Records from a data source
***

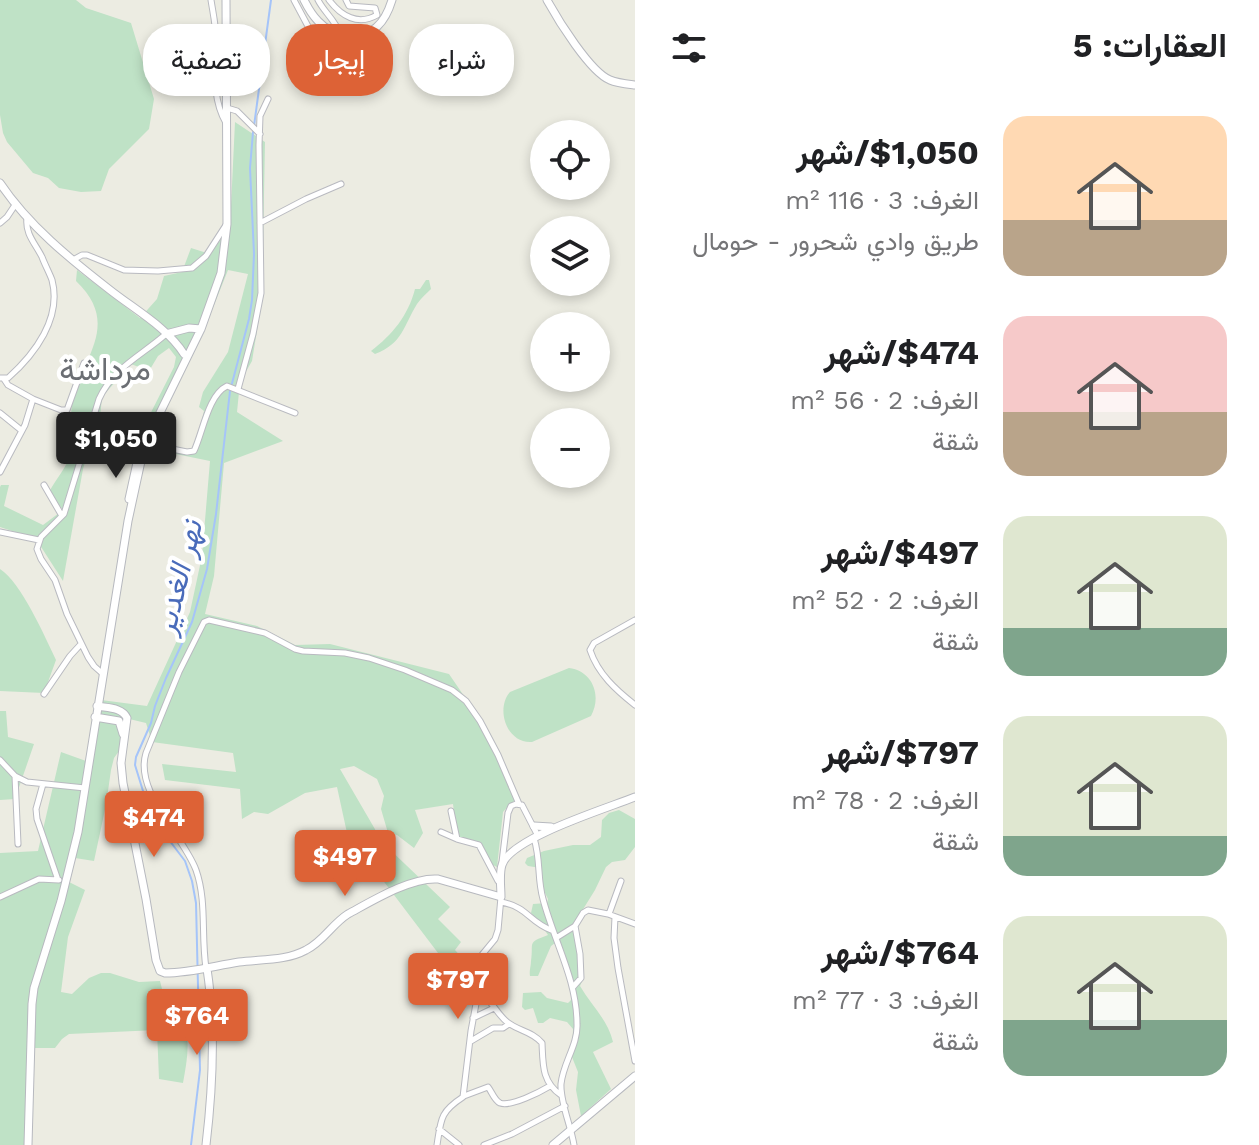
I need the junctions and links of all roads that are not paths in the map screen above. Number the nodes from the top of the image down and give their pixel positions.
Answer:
1 (211, 0) edge
2 (228, 0) edge
3 (294, 0) edge
4 (304, 0) edge
5 (318, 0) edge
6 (329, 0) edge
7 (346, 0) edge
8 (392, 0) edge
9 (547, 0) edge
10 (307, 24) edge
11 (320, 24) edge
12 (335, 24) edge
13 (379, 24) edge
14 (635, 85) edge
15 (268, 99) dead end
16 (226, 108) junction
17 (226, 124) junction
18 (257, 131) junction
19 (0, 183) edge
20 (341, 184) dead end
21 (15, 205) junction
22 (27, 218) junction
23 (0, 223) edge
24 (260, 223) junction
25 (227, 224) junction
26 (38, 228) junction
27 (28, 235) junction
28 (73, 260) junction
29 (199, 328) junction
30 (166, 334) junction
31 (184, 354) junction
32 (84, 363) dead end
33 (179, 370) junction
34 (2, 379) edge
35 (237, 388) junction
36 (33, 399) junction
37 (0, 413) edge
38 (295, 413) dead end
39 (21, 430) junction
40 (90, 432) junction
41 (144, 444) junction
42 (62, 449) dead end
43 (0, 472) edge
44 (44, 485) dead end
45 (62, 517) junction
46 (0, 532) edge
47 (39, 540) junction
48 (635, 620) edge
49 (81, 644) junction
50 (103, 674) junction
51 (44, 694) dead end
52 (635, 705) edge
53 (97, 706) junction
54 (95, 717) junction
55 (124, 741) junction
56 (0, 760) edge
57 (15, 776) junction
58 (43, 784) junction
59 (85, 788) junction
60 (635, 797) edge
61 (519, 804) junction
62 (451, 811) dead end
63 (534, 826) junction
64 (557, 827) junction
65 (441, 832) dead end
66 (536, 837) junction
67 (457, 839) junction
68 (505, 843) junction
69 (18, 844) dead end
70 (514, 849) junction
71 (502, 864) junction
72 (62, 881) junction
73 (621, 881) dead end
74 (501, 885) junction
75 (0, 897) edge
76 (501, 900) junction
77 (612, 916) junction
78 (635, 924) edge
79 (575, 926) junction
80 (552, 930) junction
81 (556, 938) junction
82 (203, 969) junction
83 (572, 988) junction
84 (478, 993) junction
85 (494, 1008) junction
86 (473, 1019) junction
87 (509, 1024) junction
88 (470, 1042) junction
89 (635, 1061) edge
90 (635, 1076) edge
91 (550, 1086) junction
92 (562, 1096) junction
93 (463, 1097) junction
94 (565, 1106) junction
95 (439, 1129) junction
96 (572, 1130) junction
97 (28, 1145) edge
98 (206, 1145) edge
99 (437, 1145) edge
100 (459, 1145) edge
101 (484, 1145) edge
102 (553, 1145) edge
103 (574, 1145) edge

1 - 17 street
2 - 16 main road
3 - 10 street
4 - 11 main road
5 - 12 street
6 - 7 street
8 - 13 main road
9 - 14 main road
15 - 18 street
16 - 17 main road
16 - 18 street
17 - 25 main road
18 - 24 street
19 - 21 main road
20 - 24 street
21 - 22 main road
21 - 23 street
22 - 26 main road
22 - 27 street
24 - 35 street
25 - 28 street
25 - 29 main road
26 - 27 street
26 - 28 main road
27 - 34 street
28 - 30 main road
29 - 30 main road
29 - 31 main road
29 - 33 main road
30 - 31 main road
30 - 40 street
31 - 33 main road
32 - 36 street
33 - 41 main road
34 - 36 street
35 - 38 street
35 - 41 street
36 - 39 street
37 - 39 street
39 - 43 street
40 - 42 street
40 - 45 street
41 - 50 main road
44 - 45 street
45 - 47 street
46 - 47 street
47 - 49 street
48 - 52 street
49 - 50 street
49 - 51 street
50 - 53 main road
53 - 54 main road
53 - 55 main road
54 - 55 main road
54 - 59 main road
55 - 82 main road
56 - 57 street
57 - 58 street
57 - 69 street
58 - 59 street
58 - 72 street
59 - 72 main road
60 - 64 main road
61 - 63 street
61 - 68 street
61 - 82 street
62 - 67 street
63 - 64 main road
63 - 66 street
64 - 66 main road
65 - 67 street
66 - 70 main road
66 - 80 street
67 - 74 street
68 - 70 main road
68 - 71 street
70 - 71 main road
71 - 74 main road
72 - 75 street
72 - 97 main road
73 - 77 street
74 - 76 main road
76 - 80 street
76 - 82 main road
76 - 84 street
77 - 78 street
77 - 79 street
77 - 89 street
79 - 81 street
79 - 83 street
80 - 81 street
81 - 83 street
82 - 98 main road
83 - 92 street
84 - 85 street
84 - 86 street
85 - 86 street
85 - 87 street
86 - 88 street
87 - 88 street
87 - 91 street
88 - 93 street
90 - 96 main road
91 - 92 street
91 - 93 street
92 - 94 street
93 - 95 street
94 - 96 street
94 - 101 street
95 - 99 street
95 - 100 street
96 - 102 main road
96 - 103 street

***

**Required work**
Give the data again exactly as written, with all pictures left out.

**Answer to this problem**
I need the junctions and links of all roads that are not paths in the map screen above. Number the nodes from the top of the image down and give their pixel positions.
Answer:
1 (211, 0) edge
2 (228, 0) edge
3 (294, 0) edge
4 (304, 0) edge
5 (318, 0) edge
6 (329, 0) edge
7 (346, 0) edge
8 (392, 0) edge
9 (547, 0) edge
10 (307, 24) edge
11 (320, 24) edge
12 (335, 24) edge
13 (379, 24) edge
14 (635, 85) edge
15 (268, 99) dead end
16 (226, 108) junction
17 (226, 124) junction
18 (257, 131) junction
19 (0, 183) edge
20 (341, 184) dead end
21 (15, 205) junction
22 (27, 218) junction
23 (0, 223) edge
24 (260, 223) junction
25 (227, 224) junction
26 (38, 228) junction
27 (28, 235) junction
28 (73, 260) junction
29 (199, 328) junction
30 (166, 334) junction
31 (184, 354) junction
32 (84, 363) dead end
33 (179, 370) junction
34 (2, 379) edge
35 (237, 388) junction
36 (33, 399) junction
37 (0, 413) edge
38 (295, 413) dead end
39 (21, 430) junction
40 (90, 432) junction
41 (144, 444) junction
42 (62, 449) dead end
43 (0, 472) edge
44 (44, 485) dead end
45 (62, 517) junction
46 (0, 532) edge
47 (39, 540) junction
48 (635, 620) edge
49 (81, 644) junction
50 (103, 674) junction
51 (44, 694) dead end
52 (635, 705) edge
53 (97, 706) junction
54 (95, 717) junction
55 (124, 741) junction
56 (0, 760) edge
57 (15, 776) junction
58 (43, 784) junction
59 (85, 788) junction
60 (635, 797) edge
61 (519, 804) junction
62 (451, 811) dead end
63 (534, 826) junction
64 (557, 827) junction
65 (441, 832) dead end
66 (536, 837) junction
67 (457, 839) junction
68 (505, 843) junction
69 (18, 844) dead end
70 (514, 849) junction
71 (502, 864) junction
72 (62, 881) junction
73 (621, 881) dead end
74 (501, 885) junction
75 (0, 897) edge
76 (501, 900) junction
77 (612, 916) junction
78 (635, 924) edge
79 (575, 926) junction
80 (552, 930) junction
81 (556, 938) junction
82 (203, 969) junction
83 (572, 988) junction
84 (478, 993) junction
85 (494, 1008) junction
86 (473, 1019) junction
87 (509, 1024) junction
88 (470, 1042) junction
89 (635, 1061) edge
90 (635, 1076) edge
91 (550, 1086) junction
92 (562, 1096) junction
93 (463, 1097) junction
94 (565, 1106) junction
95 (439, 1129) junction
96 (572, 1130) junction
97 (28, 1145) edge
98 (206, 1145) edge
99 (437, 1145) edge
100 (459, 1145) edge
101 (484, 1145) edge
102 (553, 1145) edge
103 (574, 1145) edge

1 - 17 street
2 - 16 main road
3 - 10 street
4 - 11 main road
5 - 12 street
6 - 7 street
8 - 13 main road
9 - 14 main road
15 - 18 street
16 - 17 main road
16 - 18 street
17 - 25 main road
18 - 24 street
19 - 21 main road
20 - 24 street
21 - 22 main road
21 - 23 street
22 - 26 main road
22 - 27 street
24 - 35 street
25 - 28 street
25 - 29 main road
26 - 27 street
26 - 28 main road
27 - 34 street
28 - 30 main road
29 - 30 main road
29 - 31 main road
29 - 33 main road
30 - 31 main road
30 - 40 street
31 - 33 main road
32 - 36 street
33 - 41 main road
34 - 36 street
35 - 38 street
35 - 41 street
36 - 39 street
37 - 39 street
39 - 43 street
40 - 42 street
40 - 45 street
41 - 50 main road
44 - 45 street
45 - 47 street
46 - 47 street
47 - 49 street
48 - 52 street
49 - 50 street
49 - 51 street
50 - 53 main road
53 - 54 main road
53 - 55 main road
54 - 55 main road
54 - 59 main road
55 - 82 main road
56 - 57 street
57 - 58 street
57 - 69 street
58 - 59 street
58 - 72 street
59 - 72 main road
60 - 64 main road
61 - 63 street
61 - 68 street
61 - 82 street
62 - 67 street
63 - 64 main road
63 - 66 street
64 - 66 main road
65 - 67 street
66 - 70 main road
66 - 80 street
67 - 74 street
68 - 70 main road
68 - 71 street
70 - 71 main road
71 - 74 main road
72 - 75 street
72 - 97 main road
73 - 77 street
74 - 76 main road
76 - 80 street
76 - 82 main road
76 - 84 street
77 - 78 street
77 - 79 street
77 - 89 street
79 - 81 street
79 - 83 street
80 - 81 street
81 - 83 street
82 - 98 main road
83 - 92 street
84 - 85 street
84 - 86 street
85 - 86 street
85 - 87 street
86 - 88 street
87 - 88 street
87 - 91 street
88 - 93 street
90 - 96 main road
91 - 92 street
91 - 93 street
92 - 94 street
93 - 95 street
94 - 96 street
94 - 101 street
95 - 99 street
95 - 100 street
96 - 102 main road
96 - 103 street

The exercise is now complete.